I find myself reposting all the time as i keep finding stuff to defend myself about here. My stats are as follows - 190lbs 10-13% bodyfat at 5’10" with extremely small joints and bones. So I look pretty good and to be completely honest, I DON’T KNOW what bf% I’m actually at because I don’t have calipers or anything. I just rely on my image in the mirror compared to what other people say is their bf% on the photo’s forum. Tell you guys what, I’ll post a pic with good lighting, no shadowing or bs like that and you can give me a good estimate? I’d like that. Expect a pic by wednesday maybe. Thanks guys.
Dawg, saying “Surge didn’t work for me” is like saying “Proper nutrition didn’t work for me.” It’s food, after all.
Not sure what you expected. It won’t make you blow up in 4 days, it just helps… well nevermind. You can read the “Post-workout Resurgence” article if you need that info. No need for me to rewrite it all here.
Personally, I would not go without Surge or a good low carb protein. Core supps, for sure.
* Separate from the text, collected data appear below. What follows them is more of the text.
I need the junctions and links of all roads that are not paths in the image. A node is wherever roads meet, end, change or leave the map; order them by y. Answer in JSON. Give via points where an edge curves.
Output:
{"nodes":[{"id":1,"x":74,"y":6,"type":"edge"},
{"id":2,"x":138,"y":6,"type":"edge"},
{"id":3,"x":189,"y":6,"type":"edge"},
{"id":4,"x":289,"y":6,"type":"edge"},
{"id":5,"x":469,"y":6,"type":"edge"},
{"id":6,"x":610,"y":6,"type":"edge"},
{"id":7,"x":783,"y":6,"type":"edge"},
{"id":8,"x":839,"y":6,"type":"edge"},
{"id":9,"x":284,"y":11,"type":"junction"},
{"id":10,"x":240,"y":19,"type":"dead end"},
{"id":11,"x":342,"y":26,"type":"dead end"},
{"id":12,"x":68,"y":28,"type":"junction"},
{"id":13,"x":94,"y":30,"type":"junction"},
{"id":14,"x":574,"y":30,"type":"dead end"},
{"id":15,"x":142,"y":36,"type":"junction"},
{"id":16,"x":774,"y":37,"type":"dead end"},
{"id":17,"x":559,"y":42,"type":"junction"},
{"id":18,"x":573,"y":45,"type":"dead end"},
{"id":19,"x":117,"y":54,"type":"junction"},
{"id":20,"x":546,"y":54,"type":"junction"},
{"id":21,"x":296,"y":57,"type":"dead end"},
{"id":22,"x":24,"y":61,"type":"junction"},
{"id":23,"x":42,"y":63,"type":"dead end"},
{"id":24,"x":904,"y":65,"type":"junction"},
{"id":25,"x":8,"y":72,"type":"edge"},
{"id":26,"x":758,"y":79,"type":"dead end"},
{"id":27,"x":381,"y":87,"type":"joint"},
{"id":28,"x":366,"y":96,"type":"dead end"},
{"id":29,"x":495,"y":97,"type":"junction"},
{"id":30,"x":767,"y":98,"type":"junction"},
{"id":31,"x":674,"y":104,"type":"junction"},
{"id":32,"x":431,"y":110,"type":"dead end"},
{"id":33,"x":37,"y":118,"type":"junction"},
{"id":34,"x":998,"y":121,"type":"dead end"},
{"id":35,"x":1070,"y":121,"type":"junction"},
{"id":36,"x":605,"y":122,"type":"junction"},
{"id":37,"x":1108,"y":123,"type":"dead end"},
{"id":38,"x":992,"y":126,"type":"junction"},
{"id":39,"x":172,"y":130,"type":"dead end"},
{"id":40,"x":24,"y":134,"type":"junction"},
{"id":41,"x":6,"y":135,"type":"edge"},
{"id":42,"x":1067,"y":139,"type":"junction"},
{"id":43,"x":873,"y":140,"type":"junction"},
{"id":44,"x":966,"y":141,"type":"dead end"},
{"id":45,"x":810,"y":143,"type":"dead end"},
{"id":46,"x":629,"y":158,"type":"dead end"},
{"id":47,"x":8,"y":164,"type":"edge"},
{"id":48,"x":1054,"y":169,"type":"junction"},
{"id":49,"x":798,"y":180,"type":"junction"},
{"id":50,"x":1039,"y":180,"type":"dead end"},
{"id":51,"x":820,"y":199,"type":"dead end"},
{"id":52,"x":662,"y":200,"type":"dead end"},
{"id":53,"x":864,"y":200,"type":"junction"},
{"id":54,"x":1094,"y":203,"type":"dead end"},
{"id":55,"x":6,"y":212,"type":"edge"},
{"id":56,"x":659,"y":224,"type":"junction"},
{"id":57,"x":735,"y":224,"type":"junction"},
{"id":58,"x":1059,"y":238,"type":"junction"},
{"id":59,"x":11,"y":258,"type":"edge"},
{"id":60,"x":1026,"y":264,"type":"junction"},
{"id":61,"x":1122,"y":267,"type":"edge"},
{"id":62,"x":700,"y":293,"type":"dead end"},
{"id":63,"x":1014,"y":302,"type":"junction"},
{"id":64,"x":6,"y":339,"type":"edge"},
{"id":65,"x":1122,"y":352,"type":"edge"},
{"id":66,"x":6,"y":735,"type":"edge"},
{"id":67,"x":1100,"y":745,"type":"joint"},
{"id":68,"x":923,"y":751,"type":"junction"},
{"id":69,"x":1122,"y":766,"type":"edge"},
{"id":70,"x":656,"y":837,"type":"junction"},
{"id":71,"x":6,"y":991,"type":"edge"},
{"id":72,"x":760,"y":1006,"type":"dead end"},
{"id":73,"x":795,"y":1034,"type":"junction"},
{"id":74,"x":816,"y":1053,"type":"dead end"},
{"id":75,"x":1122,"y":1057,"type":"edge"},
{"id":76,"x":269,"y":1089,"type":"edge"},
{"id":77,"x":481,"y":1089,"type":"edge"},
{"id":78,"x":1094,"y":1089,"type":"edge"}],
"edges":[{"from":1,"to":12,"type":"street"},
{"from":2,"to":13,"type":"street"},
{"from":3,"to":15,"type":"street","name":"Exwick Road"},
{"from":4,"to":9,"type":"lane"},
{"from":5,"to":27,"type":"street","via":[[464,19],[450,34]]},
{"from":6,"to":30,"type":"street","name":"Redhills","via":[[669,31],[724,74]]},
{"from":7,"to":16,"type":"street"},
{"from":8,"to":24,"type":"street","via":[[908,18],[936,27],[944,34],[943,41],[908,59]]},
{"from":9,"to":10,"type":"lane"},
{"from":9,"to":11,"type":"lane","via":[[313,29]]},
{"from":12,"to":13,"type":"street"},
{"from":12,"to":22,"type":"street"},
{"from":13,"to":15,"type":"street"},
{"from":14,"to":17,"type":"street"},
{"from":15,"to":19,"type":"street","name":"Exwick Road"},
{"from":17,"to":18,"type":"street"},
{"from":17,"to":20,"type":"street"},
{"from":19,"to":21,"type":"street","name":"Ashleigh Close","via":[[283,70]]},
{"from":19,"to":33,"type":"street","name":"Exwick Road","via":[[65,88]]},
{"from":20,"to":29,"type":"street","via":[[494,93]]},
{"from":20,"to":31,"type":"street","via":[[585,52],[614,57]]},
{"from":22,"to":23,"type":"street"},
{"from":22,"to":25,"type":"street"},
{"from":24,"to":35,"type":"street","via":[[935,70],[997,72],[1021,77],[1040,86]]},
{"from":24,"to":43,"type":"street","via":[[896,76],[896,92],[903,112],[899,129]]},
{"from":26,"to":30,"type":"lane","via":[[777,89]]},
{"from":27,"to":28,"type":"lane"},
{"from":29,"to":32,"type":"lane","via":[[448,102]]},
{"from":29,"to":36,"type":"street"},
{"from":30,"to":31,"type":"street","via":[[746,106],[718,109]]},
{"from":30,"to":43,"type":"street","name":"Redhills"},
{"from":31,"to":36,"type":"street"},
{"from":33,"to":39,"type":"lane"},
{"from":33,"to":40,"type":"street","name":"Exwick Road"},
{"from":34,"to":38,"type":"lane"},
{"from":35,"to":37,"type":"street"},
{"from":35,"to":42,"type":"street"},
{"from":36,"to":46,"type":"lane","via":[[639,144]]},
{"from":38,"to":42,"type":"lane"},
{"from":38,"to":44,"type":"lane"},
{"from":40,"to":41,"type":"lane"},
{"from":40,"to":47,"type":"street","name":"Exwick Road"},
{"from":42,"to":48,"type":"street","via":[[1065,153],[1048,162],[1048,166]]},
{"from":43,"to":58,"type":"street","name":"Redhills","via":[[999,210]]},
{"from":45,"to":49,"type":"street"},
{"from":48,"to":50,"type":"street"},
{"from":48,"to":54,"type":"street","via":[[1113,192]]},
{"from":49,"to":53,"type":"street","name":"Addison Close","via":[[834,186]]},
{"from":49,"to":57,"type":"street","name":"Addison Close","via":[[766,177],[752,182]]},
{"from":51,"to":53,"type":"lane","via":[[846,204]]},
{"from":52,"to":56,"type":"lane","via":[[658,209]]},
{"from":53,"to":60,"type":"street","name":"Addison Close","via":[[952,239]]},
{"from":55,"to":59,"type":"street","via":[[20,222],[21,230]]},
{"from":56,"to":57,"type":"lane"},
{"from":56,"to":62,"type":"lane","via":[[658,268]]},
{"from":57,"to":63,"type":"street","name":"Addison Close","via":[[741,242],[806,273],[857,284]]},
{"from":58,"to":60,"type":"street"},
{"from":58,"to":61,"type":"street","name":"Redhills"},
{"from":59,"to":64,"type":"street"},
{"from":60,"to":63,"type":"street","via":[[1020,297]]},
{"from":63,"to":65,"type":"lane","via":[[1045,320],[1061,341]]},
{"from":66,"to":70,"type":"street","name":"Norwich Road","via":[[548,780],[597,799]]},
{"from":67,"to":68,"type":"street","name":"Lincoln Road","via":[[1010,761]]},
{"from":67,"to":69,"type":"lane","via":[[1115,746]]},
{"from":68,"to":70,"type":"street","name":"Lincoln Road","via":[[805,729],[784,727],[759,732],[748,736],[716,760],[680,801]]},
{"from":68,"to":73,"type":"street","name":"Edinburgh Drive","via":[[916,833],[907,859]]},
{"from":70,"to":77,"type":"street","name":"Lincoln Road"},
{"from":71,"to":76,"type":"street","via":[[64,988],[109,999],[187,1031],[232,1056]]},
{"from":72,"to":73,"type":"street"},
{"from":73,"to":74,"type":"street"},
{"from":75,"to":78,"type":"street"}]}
Does anyone that is training more for strength change their “set/rep scheme” like this article says? I was thinking of going back and forth between high and low rep sets like this article but am worried I’ll lose strength during the high rep weeks. Also I’m pretty new to lifting so I can’t really handle that many sets with low reps yet. I tried 6x5 a few times and my nervous system felt shot for a week so I do 4x5 instead which works good for me. When I used to do higher reps though I could do a lot more volume which according to this article it should be the oposite. An example is I used to do 3x8-10 for 4 or 5 different exercises per body part and a workout took about 2 hours. Now doing 4x5 I only do one exercise per body part and superset antagonist muscles and I feel like dying in 45 mins. Does this sound right for a newbie? How would you convert the set/rep schemes in this article for someone with a low training age?
Acutally, this is what the article says. Higher rep training is less neurologically demanding than lower rep training because you can do less sets w/ less weight and get the same total volume (sets x reps). So yes, it is understandable that doing higher repetitions wasn’t as taxing.
During Phase 2, you may want to try doing both AM and PM sessions, only one muscle per workout. This is what I do and it keeps me feeling a great deal fresher beings that I never get that “drained” feeling from being in the gym for an overly long period of time.
Lastly, the issue of losing strength w/ this program is not an issue at all. You will maintain any strength gains from phase 1 and gain more strength w/ phase 2. When you move on to phase three, you’ll still be doing the same exercises, which will further contribute to motor learning. It is likely that you will put on strength in all three phases; however, strength gains will be most evident during phase 2.
I have to chime in here and say that if you didn’t see better results with Surge than without, I’d imagine it’s because you didn’t bother to really be careful with logging your progress and doing a strict comparison. Most people, when dieting, are very careful, keep good records and so on. But when it comes time to bulk they get sloppier, not maintaining the food log as well, not worrying if they gain a little fat, etc. So you might not notice that something was working better for you. But I can’t imgine that you wouldn’t put on more fat and see less in the way of strength gains from workout to workout using your milk concoction than Surge.